Бородатый прошел как-то слишком близко, Мохаммед зарычал и быстро вклинился между мужчиной и ребенком.
– Мохаммед, на место, – сказал Чарли. Выяснилось, что адских псов все-таки можно дрессировать, особенно если приказывать им то, что они и так собирались сделать. (“Ешь, Элвин. Вот хороший мальчик. Теперь какай. Отлично”.)
– Почему ты зовешь собаку Мохаммед? – спросил бородатый.
– Потому что его так зовут.
– Не нужно было звать собаку Мохаммед.
– Не я ж ее так назвал, – ответил Чарли. – Когда он мне достался, его уже звали Мохаммед. Так на ошейнике написано.
– Это богохульство – звать собаку Мохаммед.
– Я пытался звать его иначе, но он не отзывается. Смотрите. Стив, откуси дяде ногу? Видите, никак. Тузик, откуси ему ногу. Ничего. Хоть на фарси ему долдонь. Понимаете?
– Ну так а я звал свою собаку Иисус. Нравится?

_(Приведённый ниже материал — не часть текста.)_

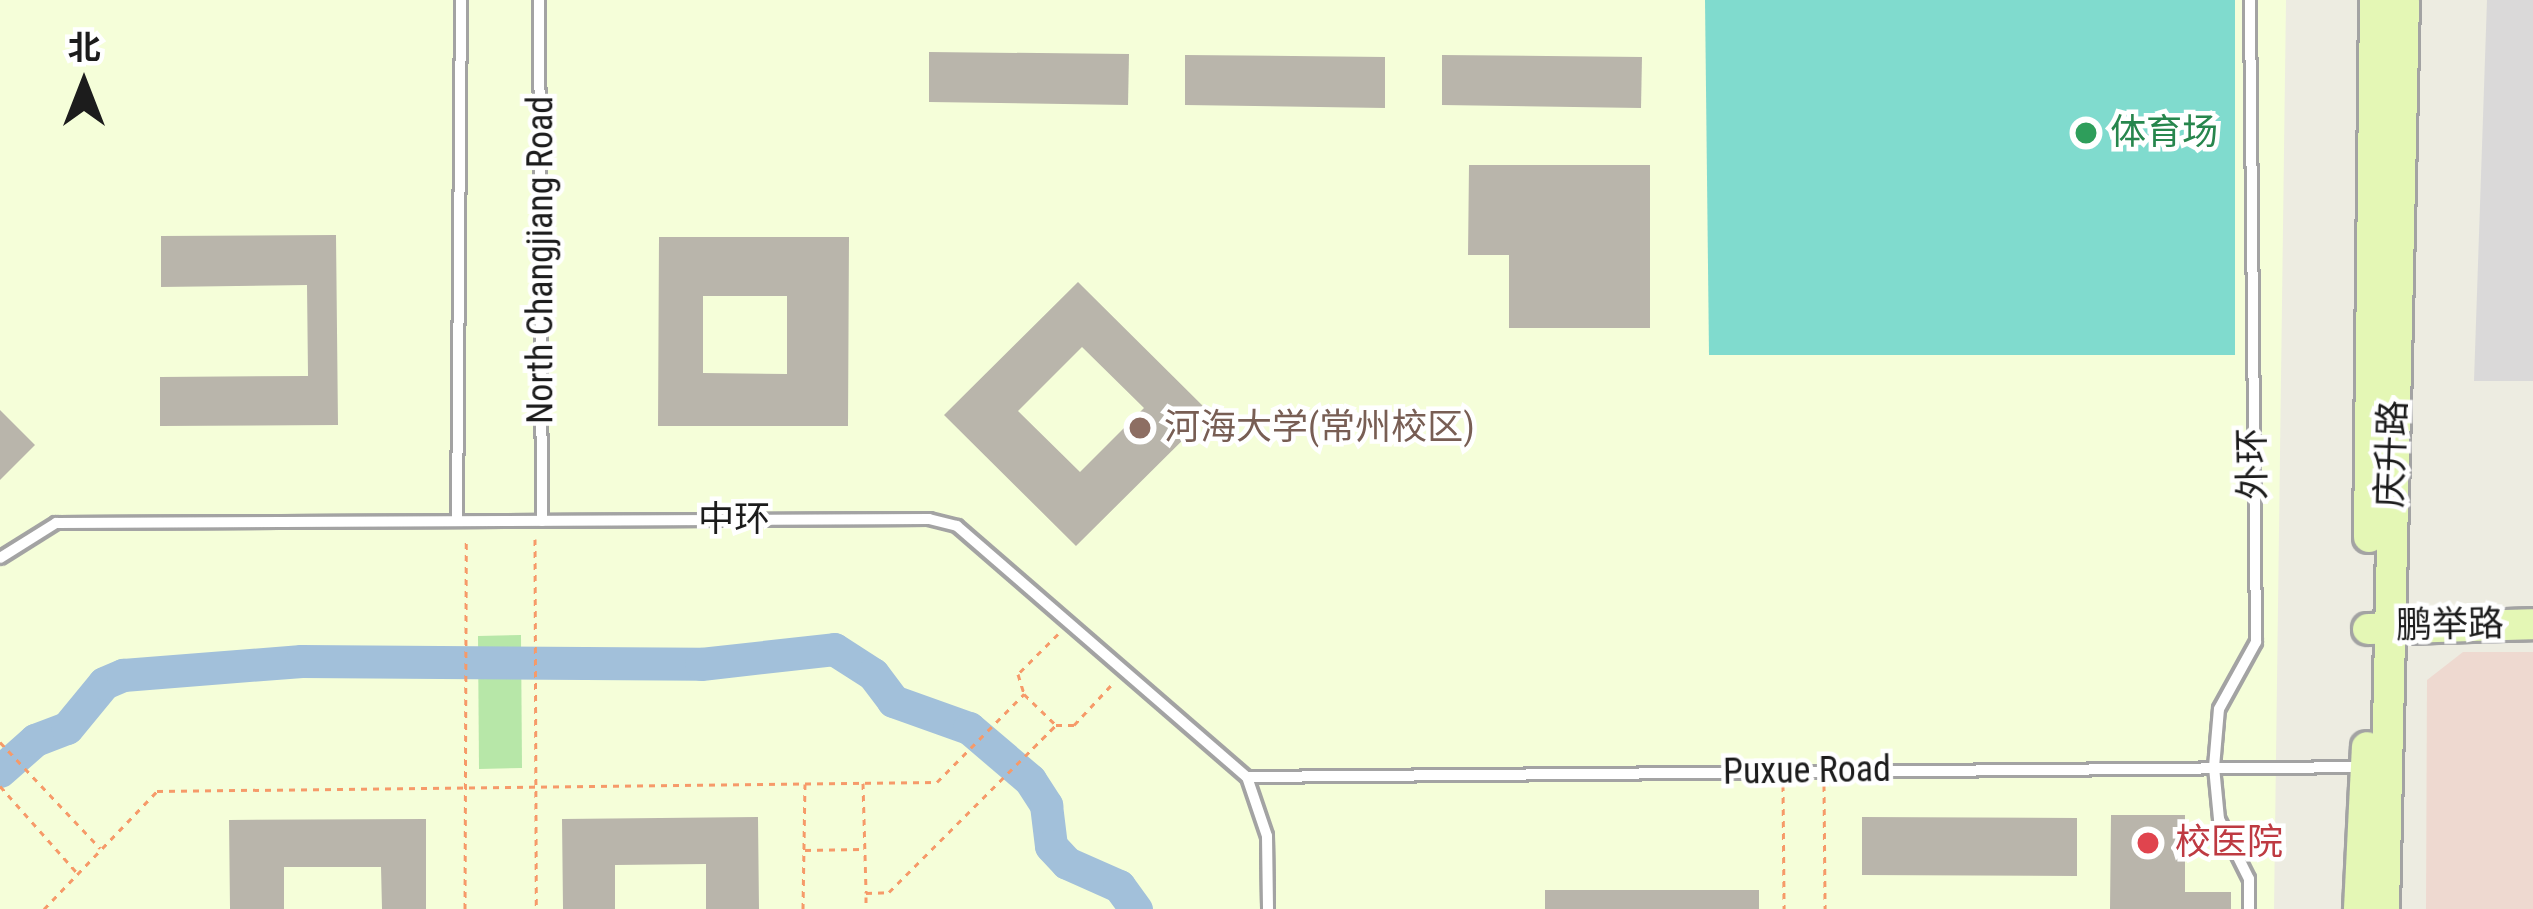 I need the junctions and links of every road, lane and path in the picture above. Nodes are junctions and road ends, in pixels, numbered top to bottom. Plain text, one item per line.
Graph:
1 (461, 0) edge
2 (539, 0) edge
3 (2250, 0) edge
4 (2375, 0) edge
5 (2404, 0) edge
6 (462, 520) junction
7 (539, 521) junction
8 (0, 558) edge
9 (1072, 620) junction
10 (2533, 624) edge
11 (2378, 627) junction
12 (1127, 668) junction
13 (1024, 694) junction
14 (1056, 725) junction
15 (0, 742) edge
16 (2214, 767) junction
17 (2366, 767) junction
18 (1823, 771) junction
19 (1783, 772) junction
20 (1247, 777) junction
21 (864, 783) junction
22 (803, 784) junction
23 (0, 786) edge
24 (466, 788) junction
25 (536, 788) junction
26 (865, 849) junction
27 (101, 850) junction
28 (803, 850) junction
29 (78, 874) junction
30 (866, 893) junction
31 (44, 909) edge
32 (465, 909) edge
33 (536, 909) edge
34 (803, 909) edge
35 (866, 909) edge
36 (1268, 909) edge
37 (1784, 909) edge
38 (1825, 909) edge
39 (2249, 909) edge
40 (2360, 909) edge
41 (2384, 909) edge

1 - 6 lane
2 - 7 lane, North Changjiang Road
3 - 16 lane, 外环
4 - 11 main road, 庆升路
5 - 11 main road, 庆升路
6 - 7 lane, 中环
6 - 8 lane, 中环
6 - 24 path
7 - 9 lane, 中环
7 - 25 path
9 - 12 lane, 中环
9 - 13 path
10 - 11 main road, 鹏举路
11 - 17 main road, 庆升路
11 - 41 main road, 庆升路
12 - 14 path
12 - 20 lane, 中环
13 - 14 path
13 - 21 path
14 - 30 path
15 - 27 path
16 - 17 lane, Puxue Road
16 - 18 lane, Puxue Road
16 - 39 lane, 外环
17 - 40 main road, 庆升路
18 - 19 lane, Puxue Road
18 - 38 path
19 - 20 lane, Puxue Road
19 - 37 path
20 - 36 lane, 中环
21 - 22 path
21 - 26 path
22 - 25 path
22 - 28 path
23 - 29 path
24 - 25 path
24 - 27 path
24 - 32 path
25 - 33 path
26 - 28 path
26 - 30 path
27 - 29 path
28 - 34 path
29 - 31 path
30 - 35 path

– Ох, простите, я не знал, что вы еще и собаку потеряли.
– Не терял я никакую собаку.
– Правда? Я видел, листовки по всему городу рас-клеены: “Вы Нашли Иисуса?” Должно быть, это его тезка потерялся. А награду назначили? Награда очень помогает, знаете? – Чарли в последнее время все чаще замечал, что ему трудно удержаться и не отыметь кого-нибудь в мозг, особенно если публика упорствует и ведет себя как полные дебилы.
– У меня нет собаки, ее не зовут Иисус, но тебе все равно все равно, потому что ты безбожный неверный.
– На самом деле нет, собаку нельзя звать как угодно, и мне при этом будет все равно. И да, я – безбожный неверный. По крайней мере, так я голосовал на последних выборах. – И Чарли ему ухмыльнулся.
– Смерть неверному! Смерть неверному! – заявил бородатый в ответ на неотразимое обаяние Чарли. После чего затанцевал вокруг, маша кулаком под носом у Торговца Смертью, и тут Софи испугалась так, что закрыла глаза руками и заплакала.
– Прекратите, вы пугаете мою дочь.
– Смерть неверному! Смерть неверному!
Мохаммеду и Элвину быстро наскучило смотреть – такие танцы, и они сели и стали ждать, когда кто-нибудь прикажет им сожрать этого парнягу в ночнушке.
– Я серьезно, – сказал Чарли. – Хватит, а? – Он огляделся – ему было неловко, – но в переулке больше никого не наблюдалось.
– Смерть неверному, смерть неверному, – тянул свое борода.
– Вы заметили, каких размеров у меня собачки, Мохаммед?
– Смерть… эй, а как ты знаешь, что меня зовут Мохаммед? Неважно. Ничего. Смерть неверному. Смерть не…
– Ух, вы и впрямь храбрый, – сказал Чарли. – Но моя дочь еще маленькая, вы ее пугаете, и лучше, если вы – немедленно прекратите.
– Смерть неверному! Смерть неверному!
Софи отняла ручки от глаз, показала на бородатого и сказала:
– Киска!
– Ох, солнышко, – вздохнул Чарли. – Я надеялся, что без этого можно будет обойтись.
Чарли закинул Софи на закорки и двинулся дальше, уводя адских псов от бородатого покойника, мирной кучкой лежавшего на тротуаре. Вязаную шапчонку Чарли засунул в карман. Она тускло светилась красным. Странное дело, но имя бороды возникнет у него в ежедневнике только на следующее утро.
– Видишь, как важно иметь чувство юмора, – сказал Чарли, через плечо скорчив дочери дурацкую рожу.
– Папуля глупый, – ответила Софи.
Потом Чарли стало неловко, что его дочь “киску” использовала как оружие, и ему показалось, что приличный родитель на его месте попробовал бы сделать из происшедшего какой-то вывод – преподать урок. Поэтому он усадил за крохотный сервиз с невидимым чаем и тарелкой воображаемого печенья Софи, двух плюшевых медведей и двух адских псов и завел свой первый серьезный воспитательный разговор по душам. Как отец с дочерью.
– Солнышко, ты понимаешь, зачем папа велел тебе никогда больше так не делать, правда? Почему людям не стоит знать, что ты так умеешь?
– Мы не такие, как все люди? – ответила Софи.